To design effective exams, educators need a strong understanding of the difference between objective and subjective assessments. Each of these styles has specific attributes that make them better suited for certain subjects and learning outcomes. Knowing when to use objective instead of subjective assessments, as well as identifying resources that can help increase the overall fairness of exams, is essential to educators’ efforts to accurately gauge the academic progress of their students.
According to EnglishPost.org, “Subjective tests aim to assess areas of students’ performance that are complex and qualitative, using questioning which may have more than one correct answer or more ways to express it.” Subjective assessments are popular because they typically take less time for teachers to develop, and they offer students the ability to be creative or critical in constructing their answers. Some examples of subjective assessment questions include asking students to:
- Respond with short answers.
- Craft their answers in the form of an essay.
- Define a term, concept, or significant event.
- Respond with a critically thought-out or factually supported opinion.
- Respond to a theoretical scenario.
Subjective assessments are excellent for subjects like writing, reading, art/art history, philosophy, political science, or literature. More specifically, any subject that encourages debate, critical thinking, interpretation of art forms or policies, or applying specific knowledge to real-world scenarios is well-suited for subjective assessment.
Objective assessment, on the other hand, is far more exact and subsequently less open to the students’ interpretation of concepts or theories. Edulytic defines objective assessment as “a way of examining in which questions asked has a single correct answer.” Mathematics, geography, science, engineering, and computer science are all subjects that rely heavily on objective exams. Some of the most common item types for this style of assessment include:
- True / false
- Fill in the Blank
- Assertion and reason
Which Kinds of Programs Use Which Exam Types?
Objective assessments are popular options for programs with curricula structured around absolutes or definite right and wrong answers; the sciences are a good example. If there are specific industry standards or best practices that professionals must follow at all times, objective assessments are an effective way to gauge students’ mastery of the requisite techniques or knowledge. Such programs might include:
Subjective assessments, on the other hand, lend themselves to programs where students are asked to apply what they’ve learned according to specific scenarios. Any field of study that emphasizes creativity, critical thinking, or problem-solving may place a high value on the qualitative aspects of subjective assessments. These could include:
How Can Educators Make Their Assessments More Objective?
Creating objective assessments is key to accurately measuring students’ mastery of subject matter. Educators should consider creating a blueprint for their exams to maximize the objectivity of their questions. According to Constructing Objective Measure of Learning: Tests, Exams and Quizzes created by the University at Buffalo, “it is easiest to write objective items at the lower levels of Bloom’s taxonomy and more difficult to write those at higher levels. For this reason, the test blueprint is very useful in helping faculty stay focused on the cognitive skills a test is meant to measure when writing questions.” Building an exam blueprint allows teachers to track how each question applies to course learning objectives and specific content sections, as well as the corresponding level of cognition being assessed.

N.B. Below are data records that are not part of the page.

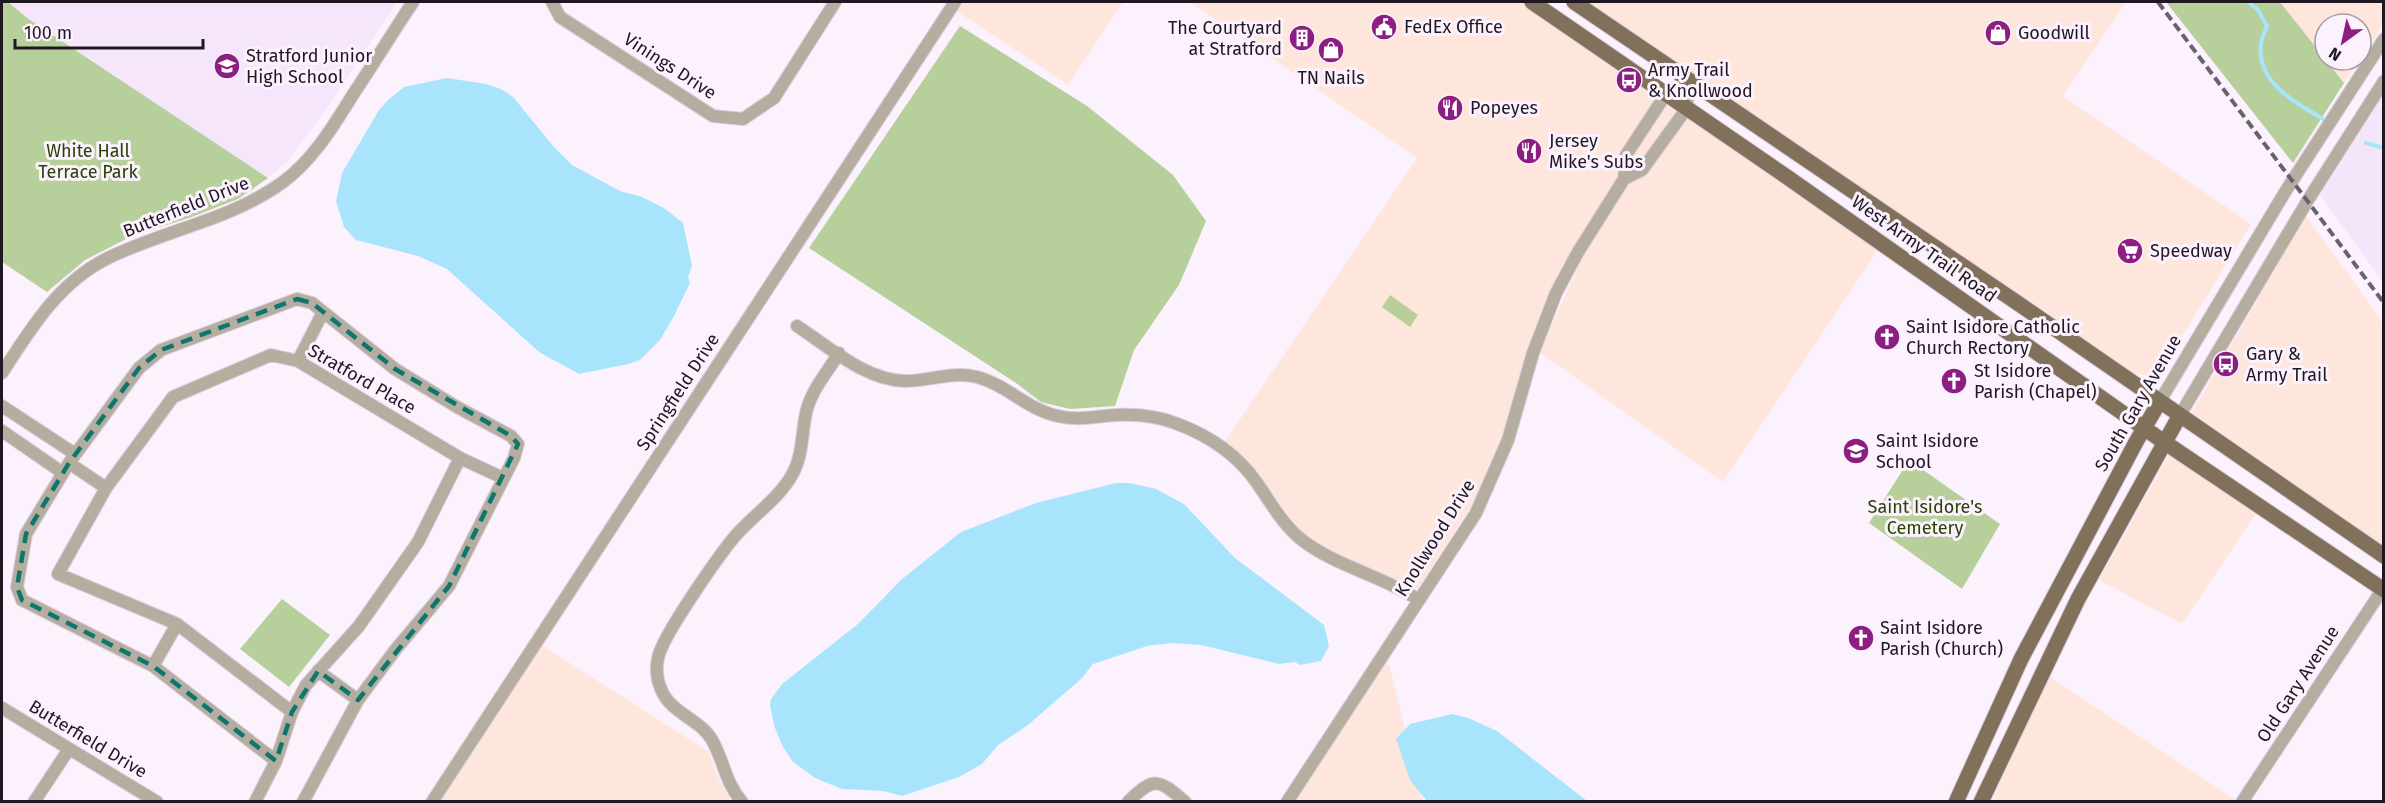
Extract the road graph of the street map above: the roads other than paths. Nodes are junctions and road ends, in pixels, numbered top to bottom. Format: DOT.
graph roads {
  1 [pos="413,2"];
  2 [pos="552,2"];
  3 [pos="835,2"];
  4 [pos="955,2"];
  5 [pos="1532,2"];
  6 [pos="1574,2"];
  7 [pos="2384,39"];
  8 [pos="1688,80"];
  9 [pos="2384,81"];
  10 [pos="1666,94"];
  11 [pos="1687,108"];
  12 [pos="1624,179"];
  13 [pos="323,312"];
  14 [pos="797,326"];
  15 [pos="839,353"];
  16 [pos="298,361"];
  17 [pos="2,373"];
  18 [pos="2160,401"];
  19 [pos="2,406"];
  20 [pos="2180,415"];
  21 [pos="2144,428"];
  22 [pos="2,431"];
  23 [pos="2164,441"];
  24 [pos="460,458"];
  25 [pos="69,463"];
  26 [pos="503,478"];
  27 [pos="106,488"];
  28 [pos="2384,556"];
  29 [pos="2383,589"];
  30 [pos="1419,600"];
  31 [pos="177,624"];
  32 [pos="153,666"];
  33 [pos="318,671"];
  34 [pos="358,700"];
  35 [pos="2,708"];
  36 [pos="292,712"];
  37 [pos="69,749"];
  38 [pos="276,761"];
  39 [pos="34,801"];
  40 [pos="157,801"];
  41 [pos="255,801"];
  42 [pos="303,801"];
  43 [pos="432,801"];
  44 [pos="742,801"];
  45 [pos="1128,801"];
  46 [pos="1185,801"];
  47 [pos="1287,801"];
  48 [pos="1956,801"];
  49 [pos="1981,801"];
  50 [pos="2242,801"];
  1 -- 17 [label="street, Butterfield Drive"];
  2 -- 3 [label="street, Vinings Drive"];
  4 -- 43 [label="street, Springfield Drive"];
  5 -- 10 [label="main road, West Army Trail Road"];
  6 -- 8 [label="main road, West Army Trail Road"];
  7 -- 18 [label="street, South Gary Avenue"];
  8 -- 10 [label="street, Knollwood Drive"];
  8 -- 11 [label="street"];
  8 -- 18 [label="main road, West Army Trail Road"];
  9 -- 20 [label="street"];
  10 -- 11 [label="main road, West Army Trail Road"];
  10 -- 12 [label="street, Knollwood Drive"];
  11 -- 12 [label="street, Knollwood Drive"];
  11 -- 21 [label="main road, West Army Trail Road"];
  12 -- 30 [label="street, Knollwood Drive"];
  13 -- 16 [label="street"];
  13 -- 25 [label="street"];
  13 -- 26 [label="street"];
  14 -- 15 [label="street"];
  15 -- 30 [label="street"];
  15 -- 44 [label="street"];
  16 -- 24 [label="street, Stratford Place"];
  16 -- 27 [label="street, Stratford Place"];
  18 -- 20 [label="main road, West Army Trail Road"];
  18 -- 21 [label="main road, South Gary Avenue"];
  19 -- 25 [label="street"];
  20 -- 23 [label="main road"];
  20 -- 28 [label="main road, West Army Trail Road"];
  21 -- 23 [label="main road, West Army Trail Road"];
  21 -- 48 [label="main road, South Gary Avenue"];
  22 -- 25 [label="street"];
  23 -- 29 [label="main road, West Army Trail Road"];
  23 -- 49 [label="main road"];
  24 -- 26 [label="street, Stratford Place"];
  24 -- 33 [label="street"];
  25 -- 27 [label="street"];
  25 -- 32 [label="street"];
  26 -- 34 [label="street"];
  27 -- 31 [label="street, Stratford Place"];
  29 -- 50 [label="street, Old Gary Avenue"];
  30 -- 47 [label="street, Knollwood Drive"];
  31 -- 32 [label="street"];
  31 -- 36 [label="street, Stratford Place"];
  32 -- 38 [label="street"];
  33 -- 34 [label="street"];
  33 -- 36 [label="street"];
  34 -- 42 [label="street"];
  35 -- 37 [label="street, Butterfield Drive"];
  36 -- 38 [label="street"];
  37 -- 39 [label="street"];
  37 -- 40 [label="street, Butterfield Drive"];
  38 -- 41 [label="street"];
  45 -- 46 [label="street"];
}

Once educators have carefully planned out their exams, they can begin writing questions. Carnegie Mellon University’s guide to creating exams offers the following suggestions to ensure test writers are composing objective questions.
- Write questions with only one correct answer.
- Compose questions carefully to avoid grammatical clues that could inadvertently signify the correct answer.
- Make sure that the wrong answer choices are actually plausible.
- Avoid “all of the above” or “none of the above” answers as much as possible.
- Do not write overly complex questions. (Avoid double negatives, idioms, etc.)
- Write questions that assess only a single idea or concept.
ExamSoft Can Help Improve the Objectivity of Your Exams
One important, and frequently overlooked, aspect of creating objective assessments is the manner in which those assessments are scored. How can teachers ensure that essay or short-answer questions are all evaluated in the same manner, especially when they are responsible for scoring a substantial number of exams? According to an ExamSoft blog titled “How to Objectively Evaluate Student Assignments,” “a rubric that lists the specific requirements needed to master the assignment helps educators provide clear and concise expectations to students, stay focused on whether those requirements have been met, and then communicate how well they were met.” Using rubric and assessment programs offers the following benefits for educators:
- Electronically link rubrics to learning objectives and outcomes or accreditation standards.
- Generate comprehensive reports on student or class performance.
- Share assessment data with students to improve self-assessment.
- Gain a more complete understanding of student performance, no matter the evaluation method.
Ultimately, employing rubric and assessment software gives both instructors and students a clearer picture of exam performance as it pertains to specific assignments or learning outcomes. This knowledge is instrumental to educators’ attempt to improve teaching methods, exam creation, grading — and students’ ability to refine their study habits.
Creating objective assessments will always be an important aspect of an educator’s job. Using all the tools at their disposal is the most effective way to ensure that all assessments objectively measure what students have learned, even when the content is subjective.